QBoard » Big Data » Big Data on Cloud » how to optimize google-bigquery for finding most frequent categories from big data table?

how to optimize google-bigquery for finding most frequent categories from big data table?

  • I'm using google-bigquery on Chicago crime dataset. However, I want to find out the most frequent crime type from primary_type column for each distinct block. To do so, I come up following standardSQL.

    Data:

    Since the Chicago crime data is rather big, there is an official website where you can preview the dataset:crime data on Google cloud

    My current standard SQL:

    SELECT primary_type,block, COUNT(*) as count
    FROM `bigquery-public-data.chicago_crime.crime` 
    HAVING COUNT(*) = (SELECT MAX(count)
      FROM (SELECT primary_type, COUNT(*) as count FROM `bigquery-public-data.chicago_crime.crime` GROUP BY primary_type, block) `bigquery-public-data.chicago_crime.crime`)​

    The problem of my above query is it has an error now, and to me, this query is quite inefficient even I fixed the error. How can I fix and optimize the above query?

    How to work with regex in standard SQL:

    To count the most frequent type for each block, including both North and South, I have to deal with regex, for example, 033XX S WOOD ST, I should only get S WOOT ST, and 033XX N WOOD ST. I need to get N WOOD ST and get the count for those. How can I do that?

    desired output:

    In my desired output, For each block such as on WOOD ST (North (N WOOD ST) and South(S WOOD ST)). I want to find the most frequent crime type. In my final output, I am expecting three columns such as block, primary_type, count. Is there any way to get this done with google-bigquery?
      August 17, 2021 12:51 PM IST
    0
  • Below code is bigquery in sql
    #standardSQL
    SELECT
      block,
      ARRAY_AGG(STRUCT(primary_type, cnt) ORDER BY cnt DESC LIMIT 1)[OFFSET(0)].*
    FROM (
      SELECT 
        block,
        primary_type, 
        COUNT(*) cnt
      FROM `bigquery-public-data.chicago_crime.crime` 
      GROUP BY block, primary_type
    )
    GROUP BY block​
      August 17, 2021 11:17 PM IST
    0
  • This should give you the top frequent crime by block

    Inner query count calculates the frequency of crime, window partitioning function calculates the rank based on descending order of crime frequency partitioned by block. outer query where clause rank =1 return only the top frequent crime. you can change outer query where clause to get top 5 frequent crime by making it rank <=5

    select * from 
          (SELECT block, primary_type, count(primary_type) as crime_frquency, 
                ROW_NUMBER() OVER (PARTITION BY block ORDER BY count(primary_type) DESC) AS rank
           FROM  `bigquery-public-data.chicago_crime.crime` 
           group by block, primary_type)
    where rank = 1
      August 19, 2021 1:51 PM IST
    0
  • When evaluating the computation that is required by a query, consider the amount of work that is required. How much CPU time is required? Are you using functions like JavaScript user-defined functions that require additional CPU resources?
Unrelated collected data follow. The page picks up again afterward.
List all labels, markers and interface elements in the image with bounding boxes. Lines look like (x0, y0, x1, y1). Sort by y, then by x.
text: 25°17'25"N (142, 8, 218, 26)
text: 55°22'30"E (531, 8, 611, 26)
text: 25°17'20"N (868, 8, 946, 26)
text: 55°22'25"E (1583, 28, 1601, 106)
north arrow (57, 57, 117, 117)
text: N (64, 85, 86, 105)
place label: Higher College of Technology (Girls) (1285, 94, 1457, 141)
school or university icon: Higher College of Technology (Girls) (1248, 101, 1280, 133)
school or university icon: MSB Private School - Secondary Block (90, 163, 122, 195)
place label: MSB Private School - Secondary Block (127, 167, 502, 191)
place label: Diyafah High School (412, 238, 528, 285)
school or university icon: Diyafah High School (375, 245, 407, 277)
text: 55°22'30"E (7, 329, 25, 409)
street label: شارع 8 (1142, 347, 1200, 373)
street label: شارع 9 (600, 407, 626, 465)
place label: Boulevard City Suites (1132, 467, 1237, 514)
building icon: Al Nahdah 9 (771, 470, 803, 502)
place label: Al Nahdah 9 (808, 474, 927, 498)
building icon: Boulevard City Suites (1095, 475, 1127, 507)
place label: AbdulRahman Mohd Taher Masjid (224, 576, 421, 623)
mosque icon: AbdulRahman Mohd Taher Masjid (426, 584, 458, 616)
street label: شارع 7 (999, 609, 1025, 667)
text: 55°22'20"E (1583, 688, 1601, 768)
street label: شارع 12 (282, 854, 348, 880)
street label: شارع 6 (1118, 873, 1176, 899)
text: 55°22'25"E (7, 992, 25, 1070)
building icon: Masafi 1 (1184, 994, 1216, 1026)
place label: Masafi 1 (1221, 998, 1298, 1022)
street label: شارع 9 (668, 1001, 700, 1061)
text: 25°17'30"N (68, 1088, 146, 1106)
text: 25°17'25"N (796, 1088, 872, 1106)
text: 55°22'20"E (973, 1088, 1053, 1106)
    The following best practices provide guidance on controlling query computation.

    Avoid repeatedly transforming data via SQL queries
    Best practice: If you are using SQL to perform ETL operations, avoid situations where you are repeatedly transforming the same data.
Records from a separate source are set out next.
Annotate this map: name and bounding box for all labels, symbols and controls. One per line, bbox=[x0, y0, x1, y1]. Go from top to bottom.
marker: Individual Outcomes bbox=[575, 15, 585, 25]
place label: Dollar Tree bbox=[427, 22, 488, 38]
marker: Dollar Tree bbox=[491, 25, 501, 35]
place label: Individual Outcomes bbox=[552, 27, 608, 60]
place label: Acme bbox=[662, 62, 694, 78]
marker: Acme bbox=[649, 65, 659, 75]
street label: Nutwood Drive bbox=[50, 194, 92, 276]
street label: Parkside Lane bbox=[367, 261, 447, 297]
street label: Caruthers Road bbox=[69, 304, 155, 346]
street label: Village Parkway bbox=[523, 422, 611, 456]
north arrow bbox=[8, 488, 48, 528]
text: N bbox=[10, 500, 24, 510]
    For example, if you are using SQL to trim strings or extract data by using regular expressions, it is more performant to materialize the transformed results in a destination table. Functions like regular expressions require additional computation. Querying the destination table without the added transformation overhead is much more efficient.
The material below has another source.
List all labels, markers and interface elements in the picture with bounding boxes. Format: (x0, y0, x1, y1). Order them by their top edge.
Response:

    Avoid JavaScript user-defined functions
    Best practice: Avoid using JavaScript user-defined functions. Use native UDFs instead.

    Calling a JavaScript UDF requires the instantiation of a subprocess. Spinning up this process and running the UDF directly impacts query performance. If possible, use a native (SQL) UDF instead.

    Use approximate aggregation functions
    Best practice: If your use case supports it, use an approximate aggregation function.

    If the SQL aggregation function you're using has an equivalent approximation function, the approximation function will yield faster query performance. For example, instead of using COUNT(DISTINCT), use APPROX_COUNT_DISTINCT(). For more information, see approximate aggregation functions in the standard SQL reference.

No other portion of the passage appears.